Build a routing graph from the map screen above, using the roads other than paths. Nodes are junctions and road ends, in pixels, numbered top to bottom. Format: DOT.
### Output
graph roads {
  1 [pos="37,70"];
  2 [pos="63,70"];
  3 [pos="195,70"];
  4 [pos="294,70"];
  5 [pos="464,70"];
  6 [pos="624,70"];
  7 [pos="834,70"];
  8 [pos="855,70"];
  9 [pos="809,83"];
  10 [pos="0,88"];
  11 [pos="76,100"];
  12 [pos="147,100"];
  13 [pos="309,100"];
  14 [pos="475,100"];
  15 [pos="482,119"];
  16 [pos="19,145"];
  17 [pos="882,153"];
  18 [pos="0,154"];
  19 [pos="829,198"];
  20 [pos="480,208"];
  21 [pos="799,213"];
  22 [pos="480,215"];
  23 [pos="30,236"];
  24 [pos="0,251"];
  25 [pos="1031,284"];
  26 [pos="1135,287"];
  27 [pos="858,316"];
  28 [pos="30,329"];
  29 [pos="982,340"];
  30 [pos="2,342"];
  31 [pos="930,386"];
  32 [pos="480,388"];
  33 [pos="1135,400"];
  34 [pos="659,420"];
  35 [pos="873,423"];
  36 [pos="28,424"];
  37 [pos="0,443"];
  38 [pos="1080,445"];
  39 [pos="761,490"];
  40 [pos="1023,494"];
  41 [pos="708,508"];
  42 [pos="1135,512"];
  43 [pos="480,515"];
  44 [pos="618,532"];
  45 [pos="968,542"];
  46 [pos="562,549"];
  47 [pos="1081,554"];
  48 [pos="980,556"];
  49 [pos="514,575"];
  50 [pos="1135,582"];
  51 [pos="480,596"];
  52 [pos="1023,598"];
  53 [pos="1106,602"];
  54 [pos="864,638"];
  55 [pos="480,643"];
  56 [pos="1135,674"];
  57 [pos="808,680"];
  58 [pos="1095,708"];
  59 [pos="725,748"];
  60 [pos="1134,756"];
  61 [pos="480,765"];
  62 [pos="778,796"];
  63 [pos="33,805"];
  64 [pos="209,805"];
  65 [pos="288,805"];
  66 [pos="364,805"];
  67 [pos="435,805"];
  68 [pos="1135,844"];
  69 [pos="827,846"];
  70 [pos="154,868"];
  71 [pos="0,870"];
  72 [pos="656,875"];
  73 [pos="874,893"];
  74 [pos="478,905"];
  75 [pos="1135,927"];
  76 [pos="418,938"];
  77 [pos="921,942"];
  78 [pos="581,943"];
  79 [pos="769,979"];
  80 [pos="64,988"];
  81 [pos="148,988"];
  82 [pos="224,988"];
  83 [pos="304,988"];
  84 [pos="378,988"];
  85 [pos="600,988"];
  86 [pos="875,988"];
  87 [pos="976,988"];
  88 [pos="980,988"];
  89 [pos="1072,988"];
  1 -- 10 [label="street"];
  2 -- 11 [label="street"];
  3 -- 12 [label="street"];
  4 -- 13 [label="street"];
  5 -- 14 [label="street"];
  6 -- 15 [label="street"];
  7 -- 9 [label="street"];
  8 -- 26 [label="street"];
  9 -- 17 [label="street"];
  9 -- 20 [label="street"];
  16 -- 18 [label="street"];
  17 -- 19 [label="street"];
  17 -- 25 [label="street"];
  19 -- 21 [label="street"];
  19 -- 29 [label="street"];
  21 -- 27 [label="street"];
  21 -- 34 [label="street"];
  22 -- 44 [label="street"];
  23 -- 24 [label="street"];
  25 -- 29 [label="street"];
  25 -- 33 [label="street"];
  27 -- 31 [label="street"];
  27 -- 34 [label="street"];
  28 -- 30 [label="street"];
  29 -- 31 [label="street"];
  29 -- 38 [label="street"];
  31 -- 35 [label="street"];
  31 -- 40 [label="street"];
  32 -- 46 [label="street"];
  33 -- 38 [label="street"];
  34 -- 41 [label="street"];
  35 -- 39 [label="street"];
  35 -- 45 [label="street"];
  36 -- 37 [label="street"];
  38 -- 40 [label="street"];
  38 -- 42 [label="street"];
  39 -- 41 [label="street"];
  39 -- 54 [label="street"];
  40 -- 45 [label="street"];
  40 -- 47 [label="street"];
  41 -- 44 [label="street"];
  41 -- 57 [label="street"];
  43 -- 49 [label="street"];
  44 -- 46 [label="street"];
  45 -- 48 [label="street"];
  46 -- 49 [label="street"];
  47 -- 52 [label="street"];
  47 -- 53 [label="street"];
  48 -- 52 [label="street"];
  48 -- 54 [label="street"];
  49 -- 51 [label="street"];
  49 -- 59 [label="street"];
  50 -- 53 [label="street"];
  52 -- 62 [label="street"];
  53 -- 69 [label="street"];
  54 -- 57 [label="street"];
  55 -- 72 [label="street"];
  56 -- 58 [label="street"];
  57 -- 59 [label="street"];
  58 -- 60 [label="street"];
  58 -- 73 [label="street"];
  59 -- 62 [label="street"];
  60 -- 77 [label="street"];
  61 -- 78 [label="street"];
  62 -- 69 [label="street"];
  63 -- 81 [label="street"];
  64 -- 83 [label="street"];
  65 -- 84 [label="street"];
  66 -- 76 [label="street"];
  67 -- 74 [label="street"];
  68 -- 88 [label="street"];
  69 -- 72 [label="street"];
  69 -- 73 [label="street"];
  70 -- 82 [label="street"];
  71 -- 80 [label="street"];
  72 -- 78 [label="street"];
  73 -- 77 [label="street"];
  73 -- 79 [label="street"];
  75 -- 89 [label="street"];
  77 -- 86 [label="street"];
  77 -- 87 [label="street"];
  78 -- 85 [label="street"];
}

** About this exercise **
Please give back the listing in full; each line must match exactly.

** Answer for this exercise **
Build a routing graph from the map screen above, using the roads other than paths. Nodes are junctions and road ends, in pixels, numbered top to bottom. Format: DOT.
### Output
graph roads {
  1 [pos="37,70"];
  2 [pos="63,70"];
  3 [pos="195,70"];
  4 [pos="294,70"];
  5 [pos="464,70"];
  6 [pos="624,70"];
  7 [pos="834,70"];
  8 [pos="855,70"];
  9 [pos="809,83"];
  10 [pos="0,88"];
  11 [pos="76,100"];
  12 [pos="147,100"];
  13 [pos="309,100"];
  14 [pos="475,100"];
  15 [pos="482,119"];
  16 [pos="19,145"];
  17 [pos="882,153"];
  18 [pos="0,154"];
  19 [pos="829,198"];
  20 [pos="480,208"];
  21 [pos="799,213"];
  22 [pos="480,215"];
  23 [pos="30,236"];
  24 [pos="0,251"];
  25 [pos="1031,284"];
  26 [pos="1135,287"];
  27 [pos="858,316"];
  28 [pos="30,329"];
  29 [pos="982,340"];
  30 [pos="2,342"];
  31 [pos="930,386"];
  32 [pos="480,388"];
  33 [pos="1135,400"];
  34 [pos="659,420"];
  35 [pos="873,423"];
  36 [pos="28,424"];
  37 [pos="0,443"];
  38 [pos="1080,445"];
  39 [pos="761,490"];
  40 [pos="1023,494"];
  41 [pos="708,508"];
  42 [pos="1135,512"];
  43 [pos="480,515"];
  44 [pos="618,532"];
  45 [pos="968,542"];
  46 [pos="562,549"];
  47 [pos="1081,554"];
  48 [pos="980,556"];
  49 [pos="514,575"];
  50 [pos="1135,582"];
  51 [pos="480,596"];
  52 [pos="1023,598"];
  53 [pos="1106,602"];
  54 [pos="864,638"];
  55 [pos="480,643"];
  56 [pos="1135,674"];
  57 [pos="808,680"];
  58 [pos="1095,708"];
  59 [pos="725,748"];
  60 [pos="1134,756"];
  61 [pos="480,765"];
  62 [pos="778,796"];
  63 [pos="33,805"];
  64 [pos="209,805"];
  65 [pos="288,805"];
  66 [pos="364,805"];
  67 [pos="435,805"];
  68 [pos="1135,844"];
  69 [pos="827,846"];
  70 [pos="154,868"];
  71 [pos="0,870"];
  72 [pos="656,875"];
  73 [pos="874,893"];
  74 [pos="478,905"];
  75 [pos="1135,927"];
  76 [pos="418,938"];
  77 [pos="921,942"];
  78 [pos="581,943"];
  79 [pos="769,979"];
  80 [pos="64,988"];
  81 [pos="148,988"];
  82 [pos="224,988"];
  83 [pos="304,988"];
  84 [pos="378,988"];
  85 [pos="600,988"];
  86 [pos="875,988"];
  87 [pos="976,988"];
  88 [pos="980,988"];
  89 [pos="1072,988"];
  1 -- 10 [label="street"];
  2 -- 11 [label="street"];
  3 -- 12 [label="street"];
  4 -- 13 [label="street"];
  5 -- 14 [label="street"];
  6 -- 15 [label="street"];
  7 -- 9 [label="street"];
  8 -- 26 [label="street"];
  9 -- 17 [label="street"];
  9 -- 20 [label="street"];
  16 -- 18 [label="street"];
  17 -- 19 [label="street"];
  17 -- 25 [label="street"];
  19 -- 21 [label="street"];
  19 -- 29 [label="street"];
  21 -- 27 [label="street"];
  21 -- 34 [label="street"];
  22 -- 44 [label="street"];
  23 -- 24 [label="street"];
  25 -- 29 [label="street"];
  25 -- 33 [label="street"];
  27 -- 31 [label="street"];
  27 -- 34 [label="street"];
  28 -- 30 [label="street"];
  29 -- 31 [label="street"];
  29 -- 38 [label="street"];
  31 -- 35 [label="street"];
  31 -- 40 [label="street"];
  32 -- 46 [label="street"];
  33 -- 38 [label="street"];
  34 -- 41 [label="street"];
  35 -- 39 [label="street"];
  35 -- 45 [label="street"];
  36 -- 37 [label="street"];
  38 -- 40 [label="street"];
  38 -- 42 [label="street"];
  39 -- 41 [label="street"];
  39 -- 54 [label="street"];
  40 -- 45 [label="street"];
  40 -- 47 [label="street"];
  41 -- 44 [label="street"];
  41 -- 57 [label="street"];
  43 -- 49 [label="street"];
  44 -- 46 [label="street"];
  45 -- 48 [label="street"];
  46 -- 49 [label="street"];
  47 -- 52 [label="street"];
  47 -- 53 [label="street"];
  48 -- 52 [label="street"];
  48 -- 54 [label="street"];
  49 -- 51 [label="street"];
  49 -- 59 [label="street"];
  50 -- 53 [label="street"];
  52 -- 62 [label="street"];
  53 -- 69 [label="street"];
  54 -- 57 [label="street"];
  55 -- 72 [label="street"];
  56 -- 58 [label="street"];
  57 -- 59 [label="street"];
  58 -- 60 [label="street"];
  58 -- 73 [label="street"];
  59 -- 62 [label="street"];
  60 -- 77 [label="street"];
  61 -- 78 [label="street"];
  62 -- 69 [label="street"];
  63 -- 81 [label="street"];
  64 -- 83 [label="street"];
  65 -- 84 [label="street"];
  66 -- 76 [label="street"];
  67 -- 74 [label="street"];
  68 -- 88 [label="street"];
  69 -- 72 [label="street"];
  69 -- 73 [label="street"];
  70 -- 82 [label="street"];
  71 -- 80 [label="street"];
  72 -- 78 [label="street"];
  73 -- 77 [label="street"];
  73 -- 79 [label="street"];
  75 -- 89 [label="street"];
  77 -- 86 [label="street"];
  77 -- 87 [label="street"];
  78 -- 85 [label="street"];
}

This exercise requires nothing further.